The Barbarinos had just finished decorating and landscaping the house, with its 360-degree views and 112 windows, after moving in four years ago. They bought the place, their first home together, for $1.55 million after spotting it during a casual house-hunting drive.

“The pillars, the Mediterranean look--it struck me,” said Frank Barbarino, 39, who said it reminded him of his native Sicily. He and his family lived in a tiny ocean-side village until he was 12 when they moved to the Monterey area. About 10 years ago, he moved to Los Angeles and started his own printing company, F.B. Productions in Chatsworth, handling packaging for the cosmetic, electronic and entertainment industries.

The Barbarinos are avid travelers and wanted their make-over house to look like some of the places they had visited; the end result is that it does have a resort feel. “We wanted to make our own little getaway here,” he said.

After they first moved in, the Barbarinos had 160 palm trees trucked in. They added two waterfalls, bringing the total to four.
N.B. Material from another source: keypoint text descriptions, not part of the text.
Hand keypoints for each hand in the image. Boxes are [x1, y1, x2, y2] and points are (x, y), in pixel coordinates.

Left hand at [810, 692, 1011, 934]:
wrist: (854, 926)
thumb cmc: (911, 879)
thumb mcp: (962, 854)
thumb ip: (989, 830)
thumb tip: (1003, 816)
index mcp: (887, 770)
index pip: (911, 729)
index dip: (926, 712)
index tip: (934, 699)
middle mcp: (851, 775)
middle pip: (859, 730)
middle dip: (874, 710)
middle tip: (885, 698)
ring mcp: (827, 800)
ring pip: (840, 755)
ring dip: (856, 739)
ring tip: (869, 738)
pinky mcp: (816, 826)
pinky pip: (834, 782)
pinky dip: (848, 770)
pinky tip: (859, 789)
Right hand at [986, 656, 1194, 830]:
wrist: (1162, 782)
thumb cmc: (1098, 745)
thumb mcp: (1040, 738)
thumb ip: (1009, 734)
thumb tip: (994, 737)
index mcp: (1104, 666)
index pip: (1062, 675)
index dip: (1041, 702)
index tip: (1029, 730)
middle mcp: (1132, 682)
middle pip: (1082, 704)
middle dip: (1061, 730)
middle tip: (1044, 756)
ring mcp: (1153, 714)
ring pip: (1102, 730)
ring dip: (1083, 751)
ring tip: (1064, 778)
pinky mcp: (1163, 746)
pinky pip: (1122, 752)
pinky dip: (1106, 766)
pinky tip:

He started collecting bronze animal statues by Westlake Village’s David Spellerberg, which dot the property--dolphins, a lion, cheetah, panther, parrots. A life-size tiger majestically graces a waterfall along the driveway.

Inside and outside the house, columns are everywhere. The front entryway opens into a foyer with a 20-foot ceiling. From the dining room table, you can gaze out the window and watch water tumble over a stone waterfall.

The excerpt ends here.